*TASK TO CARRY OUT*
Scan the listing for the word "true", and copy out each line where it is found.

*EXTRACTED ENTRIES*
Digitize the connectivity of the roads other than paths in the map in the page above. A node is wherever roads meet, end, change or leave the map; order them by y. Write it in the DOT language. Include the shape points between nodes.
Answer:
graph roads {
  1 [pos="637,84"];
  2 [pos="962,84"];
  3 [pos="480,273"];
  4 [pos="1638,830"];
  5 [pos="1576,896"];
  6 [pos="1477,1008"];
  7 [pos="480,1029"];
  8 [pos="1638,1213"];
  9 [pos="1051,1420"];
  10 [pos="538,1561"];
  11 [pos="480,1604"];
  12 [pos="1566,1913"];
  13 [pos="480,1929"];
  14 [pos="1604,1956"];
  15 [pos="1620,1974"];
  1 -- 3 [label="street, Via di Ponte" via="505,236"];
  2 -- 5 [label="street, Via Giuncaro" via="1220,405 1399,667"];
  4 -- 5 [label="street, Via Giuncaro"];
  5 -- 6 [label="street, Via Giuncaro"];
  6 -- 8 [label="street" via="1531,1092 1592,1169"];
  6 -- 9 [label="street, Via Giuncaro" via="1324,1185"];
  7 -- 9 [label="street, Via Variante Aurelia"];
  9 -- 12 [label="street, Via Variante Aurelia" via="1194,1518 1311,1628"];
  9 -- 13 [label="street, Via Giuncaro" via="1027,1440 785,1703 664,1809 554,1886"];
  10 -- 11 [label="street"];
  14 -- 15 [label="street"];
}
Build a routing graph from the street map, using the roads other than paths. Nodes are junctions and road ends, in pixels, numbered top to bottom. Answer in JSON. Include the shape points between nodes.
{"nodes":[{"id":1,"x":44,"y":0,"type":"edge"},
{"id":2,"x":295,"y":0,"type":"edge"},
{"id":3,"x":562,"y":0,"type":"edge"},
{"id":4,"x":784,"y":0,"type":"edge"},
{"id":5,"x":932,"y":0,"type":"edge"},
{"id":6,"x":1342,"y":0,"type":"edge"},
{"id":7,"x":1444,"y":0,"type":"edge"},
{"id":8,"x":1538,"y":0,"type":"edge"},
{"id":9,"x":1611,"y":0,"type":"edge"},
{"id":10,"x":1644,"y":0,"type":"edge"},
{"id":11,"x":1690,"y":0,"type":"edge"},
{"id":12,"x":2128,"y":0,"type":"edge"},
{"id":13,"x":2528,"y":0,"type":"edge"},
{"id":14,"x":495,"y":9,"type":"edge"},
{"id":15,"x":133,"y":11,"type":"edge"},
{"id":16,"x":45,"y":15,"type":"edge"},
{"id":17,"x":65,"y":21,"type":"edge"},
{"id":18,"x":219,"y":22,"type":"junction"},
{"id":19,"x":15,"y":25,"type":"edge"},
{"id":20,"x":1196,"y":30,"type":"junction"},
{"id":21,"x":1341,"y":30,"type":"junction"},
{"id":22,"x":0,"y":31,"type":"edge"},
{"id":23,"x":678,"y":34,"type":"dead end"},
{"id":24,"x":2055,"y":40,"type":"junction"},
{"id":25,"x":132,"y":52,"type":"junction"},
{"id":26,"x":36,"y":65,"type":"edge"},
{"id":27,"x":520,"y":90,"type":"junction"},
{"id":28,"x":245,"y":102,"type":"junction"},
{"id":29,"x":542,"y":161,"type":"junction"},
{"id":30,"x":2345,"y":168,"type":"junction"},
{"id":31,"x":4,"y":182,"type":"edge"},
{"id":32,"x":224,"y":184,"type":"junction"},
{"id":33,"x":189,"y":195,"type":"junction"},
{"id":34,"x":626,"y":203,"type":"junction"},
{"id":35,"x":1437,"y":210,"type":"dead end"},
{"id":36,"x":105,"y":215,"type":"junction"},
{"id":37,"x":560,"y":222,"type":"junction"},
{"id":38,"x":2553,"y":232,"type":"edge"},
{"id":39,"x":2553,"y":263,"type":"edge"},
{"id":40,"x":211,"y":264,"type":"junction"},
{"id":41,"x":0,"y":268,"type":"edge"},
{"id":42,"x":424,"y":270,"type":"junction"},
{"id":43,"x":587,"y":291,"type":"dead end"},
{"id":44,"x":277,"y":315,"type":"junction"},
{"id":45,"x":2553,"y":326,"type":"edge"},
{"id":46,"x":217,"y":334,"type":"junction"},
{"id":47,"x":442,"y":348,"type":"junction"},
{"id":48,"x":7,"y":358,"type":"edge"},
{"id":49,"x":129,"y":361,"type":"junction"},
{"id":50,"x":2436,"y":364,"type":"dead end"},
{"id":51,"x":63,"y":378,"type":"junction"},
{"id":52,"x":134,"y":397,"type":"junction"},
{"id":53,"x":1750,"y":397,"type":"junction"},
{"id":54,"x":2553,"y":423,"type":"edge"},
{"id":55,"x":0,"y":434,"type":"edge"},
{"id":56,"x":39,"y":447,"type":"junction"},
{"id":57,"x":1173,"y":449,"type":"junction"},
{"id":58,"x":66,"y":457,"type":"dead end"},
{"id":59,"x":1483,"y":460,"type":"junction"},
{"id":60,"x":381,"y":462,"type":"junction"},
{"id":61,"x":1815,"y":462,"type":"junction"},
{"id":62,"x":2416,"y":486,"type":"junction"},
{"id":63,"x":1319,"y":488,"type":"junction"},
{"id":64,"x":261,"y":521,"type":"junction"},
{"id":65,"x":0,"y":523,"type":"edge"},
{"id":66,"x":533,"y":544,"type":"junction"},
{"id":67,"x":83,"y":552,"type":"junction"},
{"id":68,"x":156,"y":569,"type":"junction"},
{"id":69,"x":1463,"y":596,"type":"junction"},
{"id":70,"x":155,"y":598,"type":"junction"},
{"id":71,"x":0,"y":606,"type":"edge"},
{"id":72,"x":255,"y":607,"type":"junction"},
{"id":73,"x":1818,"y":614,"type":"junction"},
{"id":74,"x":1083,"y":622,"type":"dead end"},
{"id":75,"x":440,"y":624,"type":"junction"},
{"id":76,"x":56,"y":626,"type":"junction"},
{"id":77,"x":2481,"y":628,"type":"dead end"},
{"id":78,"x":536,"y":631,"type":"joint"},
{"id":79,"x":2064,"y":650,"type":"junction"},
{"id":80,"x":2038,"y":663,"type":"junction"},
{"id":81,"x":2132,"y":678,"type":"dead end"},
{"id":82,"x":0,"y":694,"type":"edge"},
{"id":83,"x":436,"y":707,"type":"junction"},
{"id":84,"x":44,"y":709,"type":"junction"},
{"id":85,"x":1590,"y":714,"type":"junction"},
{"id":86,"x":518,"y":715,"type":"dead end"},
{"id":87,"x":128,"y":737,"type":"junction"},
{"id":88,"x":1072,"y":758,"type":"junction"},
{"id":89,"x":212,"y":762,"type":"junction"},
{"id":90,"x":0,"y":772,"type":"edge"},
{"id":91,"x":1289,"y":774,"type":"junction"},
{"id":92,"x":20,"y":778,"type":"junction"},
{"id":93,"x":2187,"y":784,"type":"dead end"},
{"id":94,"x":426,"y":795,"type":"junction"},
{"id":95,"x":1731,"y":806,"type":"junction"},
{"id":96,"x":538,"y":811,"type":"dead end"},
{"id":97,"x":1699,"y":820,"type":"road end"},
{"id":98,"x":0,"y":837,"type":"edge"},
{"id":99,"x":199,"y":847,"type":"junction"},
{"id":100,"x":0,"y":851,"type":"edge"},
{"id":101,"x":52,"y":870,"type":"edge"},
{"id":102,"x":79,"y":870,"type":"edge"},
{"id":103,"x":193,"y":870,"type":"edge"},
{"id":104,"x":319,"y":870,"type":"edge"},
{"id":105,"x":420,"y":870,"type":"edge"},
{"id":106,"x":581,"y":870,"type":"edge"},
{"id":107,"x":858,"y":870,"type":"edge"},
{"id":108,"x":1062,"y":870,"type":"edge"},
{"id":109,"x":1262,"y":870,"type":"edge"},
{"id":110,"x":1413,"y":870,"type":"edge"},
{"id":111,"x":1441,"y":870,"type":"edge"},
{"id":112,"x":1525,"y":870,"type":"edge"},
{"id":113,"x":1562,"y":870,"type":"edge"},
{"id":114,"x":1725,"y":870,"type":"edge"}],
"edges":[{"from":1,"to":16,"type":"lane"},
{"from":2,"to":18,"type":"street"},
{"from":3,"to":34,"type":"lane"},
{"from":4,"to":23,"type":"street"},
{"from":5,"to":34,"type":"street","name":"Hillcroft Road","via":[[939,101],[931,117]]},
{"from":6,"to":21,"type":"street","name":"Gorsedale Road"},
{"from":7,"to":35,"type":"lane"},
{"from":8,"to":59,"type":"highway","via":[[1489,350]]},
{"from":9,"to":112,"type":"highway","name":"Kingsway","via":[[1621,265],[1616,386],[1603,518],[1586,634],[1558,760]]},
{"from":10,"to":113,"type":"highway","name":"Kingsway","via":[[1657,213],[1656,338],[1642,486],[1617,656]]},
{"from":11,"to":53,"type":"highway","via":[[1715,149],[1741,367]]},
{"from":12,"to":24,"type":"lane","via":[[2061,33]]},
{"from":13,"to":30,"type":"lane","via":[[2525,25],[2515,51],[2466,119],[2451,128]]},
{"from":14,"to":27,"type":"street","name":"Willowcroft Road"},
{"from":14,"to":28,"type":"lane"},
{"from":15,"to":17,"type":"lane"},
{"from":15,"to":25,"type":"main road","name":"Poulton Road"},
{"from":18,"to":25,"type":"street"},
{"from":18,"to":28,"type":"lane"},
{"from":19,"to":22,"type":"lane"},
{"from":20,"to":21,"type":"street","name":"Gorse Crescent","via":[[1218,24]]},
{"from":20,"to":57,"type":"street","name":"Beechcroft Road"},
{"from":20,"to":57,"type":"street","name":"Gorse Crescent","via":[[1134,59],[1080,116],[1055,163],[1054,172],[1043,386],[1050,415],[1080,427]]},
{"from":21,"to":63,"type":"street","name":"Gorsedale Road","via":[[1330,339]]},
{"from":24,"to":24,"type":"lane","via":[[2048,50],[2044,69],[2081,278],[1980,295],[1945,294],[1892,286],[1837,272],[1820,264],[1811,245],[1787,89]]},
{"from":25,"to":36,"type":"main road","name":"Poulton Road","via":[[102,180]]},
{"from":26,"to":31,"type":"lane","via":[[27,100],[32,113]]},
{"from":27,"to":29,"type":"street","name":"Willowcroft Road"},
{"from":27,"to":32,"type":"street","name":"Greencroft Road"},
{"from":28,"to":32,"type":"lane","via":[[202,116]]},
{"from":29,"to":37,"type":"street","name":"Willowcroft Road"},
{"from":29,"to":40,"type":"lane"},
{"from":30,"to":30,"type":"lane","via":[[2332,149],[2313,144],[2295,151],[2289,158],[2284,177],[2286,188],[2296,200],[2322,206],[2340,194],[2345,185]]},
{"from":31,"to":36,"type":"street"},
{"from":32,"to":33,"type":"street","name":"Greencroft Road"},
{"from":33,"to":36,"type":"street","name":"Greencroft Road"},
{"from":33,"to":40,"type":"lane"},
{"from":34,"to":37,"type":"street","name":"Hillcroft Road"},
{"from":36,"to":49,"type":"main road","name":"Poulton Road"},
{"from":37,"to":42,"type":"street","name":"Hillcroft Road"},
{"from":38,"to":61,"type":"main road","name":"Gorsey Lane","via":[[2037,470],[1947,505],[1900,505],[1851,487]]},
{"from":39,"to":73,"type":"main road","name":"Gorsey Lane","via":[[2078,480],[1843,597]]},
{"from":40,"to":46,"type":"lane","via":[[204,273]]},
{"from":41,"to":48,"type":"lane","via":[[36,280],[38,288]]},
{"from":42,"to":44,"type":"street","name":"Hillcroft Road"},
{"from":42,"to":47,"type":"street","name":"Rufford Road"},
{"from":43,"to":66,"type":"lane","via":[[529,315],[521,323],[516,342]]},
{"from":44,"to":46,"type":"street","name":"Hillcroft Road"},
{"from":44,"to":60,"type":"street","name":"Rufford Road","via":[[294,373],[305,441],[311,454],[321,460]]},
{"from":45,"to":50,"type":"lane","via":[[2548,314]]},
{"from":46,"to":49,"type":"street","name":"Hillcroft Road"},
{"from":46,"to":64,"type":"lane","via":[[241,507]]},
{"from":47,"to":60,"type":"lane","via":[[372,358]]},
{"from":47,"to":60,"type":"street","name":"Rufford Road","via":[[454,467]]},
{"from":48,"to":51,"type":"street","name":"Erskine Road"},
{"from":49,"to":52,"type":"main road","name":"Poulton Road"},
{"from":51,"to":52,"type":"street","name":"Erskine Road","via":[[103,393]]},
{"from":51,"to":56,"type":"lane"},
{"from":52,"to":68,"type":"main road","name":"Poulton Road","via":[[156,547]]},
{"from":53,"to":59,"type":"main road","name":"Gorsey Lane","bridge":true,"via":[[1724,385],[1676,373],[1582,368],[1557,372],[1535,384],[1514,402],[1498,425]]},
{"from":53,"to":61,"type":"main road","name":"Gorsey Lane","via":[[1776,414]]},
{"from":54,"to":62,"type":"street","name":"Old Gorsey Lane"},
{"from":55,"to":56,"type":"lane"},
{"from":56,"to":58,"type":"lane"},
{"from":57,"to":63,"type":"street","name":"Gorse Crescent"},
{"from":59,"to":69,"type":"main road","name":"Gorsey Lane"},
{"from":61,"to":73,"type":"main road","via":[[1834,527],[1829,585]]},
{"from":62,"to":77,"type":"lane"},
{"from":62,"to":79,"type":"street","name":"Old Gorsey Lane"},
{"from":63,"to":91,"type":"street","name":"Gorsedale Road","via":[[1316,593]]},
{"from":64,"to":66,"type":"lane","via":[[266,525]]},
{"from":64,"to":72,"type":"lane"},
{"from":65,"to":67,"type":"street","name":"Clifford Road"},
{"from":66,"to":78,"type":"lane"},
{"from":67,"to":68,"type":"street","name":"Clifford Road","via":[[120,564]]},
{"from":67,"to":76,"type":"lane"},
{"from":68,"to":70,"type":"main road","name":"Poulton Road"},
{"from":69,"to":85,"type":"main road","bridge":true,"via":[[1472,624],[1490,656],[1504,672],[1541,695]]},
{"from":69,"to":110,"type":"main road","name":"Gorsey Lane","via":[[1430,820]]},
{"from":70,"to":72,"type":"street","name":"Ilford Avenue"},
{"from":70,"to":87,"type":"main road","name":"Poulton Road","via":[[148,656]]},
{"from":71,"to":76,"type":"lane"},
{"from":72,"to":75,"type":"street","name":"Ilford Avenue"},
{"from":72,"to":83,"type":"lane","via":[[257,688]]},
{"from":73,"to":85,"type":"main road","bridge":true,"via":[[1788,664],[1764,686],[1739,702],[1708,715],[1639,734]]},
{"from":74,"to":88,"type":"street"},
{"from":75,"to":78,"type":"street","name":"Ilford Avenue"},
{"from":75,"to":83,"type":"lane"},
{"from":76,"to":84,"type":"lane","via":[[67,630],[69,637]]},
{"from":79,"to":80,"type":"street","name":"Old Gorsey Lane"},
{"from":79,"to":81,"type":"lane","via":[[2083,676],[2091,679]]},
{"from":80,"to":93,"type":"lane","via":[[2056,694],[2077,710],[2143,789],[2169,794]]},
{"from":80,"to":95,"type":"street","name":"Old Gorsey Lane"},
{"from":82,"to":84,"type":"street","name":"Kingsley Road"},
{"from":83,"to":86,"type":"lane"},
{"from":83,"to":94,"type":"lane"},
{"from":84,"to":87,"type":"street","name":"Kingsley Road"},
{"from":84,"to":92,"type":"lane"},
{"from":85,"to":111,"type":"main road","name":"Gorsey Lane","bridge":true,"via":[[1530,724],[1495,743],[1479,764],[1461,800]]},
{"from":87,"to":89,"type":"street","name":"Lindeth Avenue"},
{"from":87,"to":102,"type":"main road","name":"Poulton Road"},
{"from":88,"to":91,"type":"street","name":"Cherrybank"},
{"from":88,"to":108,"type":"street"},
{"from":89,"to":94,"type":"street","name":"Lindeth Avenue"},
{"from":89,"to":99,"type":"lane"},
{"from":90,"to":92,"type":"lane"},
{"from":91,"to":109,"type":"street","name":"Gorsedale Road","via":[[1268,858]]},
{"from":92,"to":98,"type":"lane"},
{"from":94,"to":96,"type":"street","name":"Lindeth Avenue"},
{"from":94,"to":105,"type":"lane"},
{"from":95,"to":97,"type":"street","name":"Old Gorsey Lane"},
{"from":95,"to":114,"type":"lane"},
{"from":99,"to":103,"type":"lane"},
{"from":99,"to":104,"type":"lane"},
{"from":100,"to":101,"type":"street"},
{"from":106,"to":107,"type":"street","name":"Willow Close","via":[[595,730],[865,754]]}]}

*TASK OUTPUT*
{"from":53,"to":59,"type":"main road","name":"Gorsey Lane","bridge":true,"via":[[1724,385],[1676,373],[1582,368],[1557,372],[1535,384],[1514,402],[1498,425]]},
{"from":69,"to":85,"type":"main road","bridge":true,"via":[[1472,624],[1490,656],[1504,672],[1541,695]]},
{"from":73,"to":85,"type":"main road","bridge":true,"via":[[1788,664],[1764,686],[1739,702],[1708,715],[1639,734]]},
{"from":85,"to":111,"type":"main road","name":"Gorsey Lane","bridge":true,"via":[[1530,724],[1495,743],[1479,764],[1461,800]]},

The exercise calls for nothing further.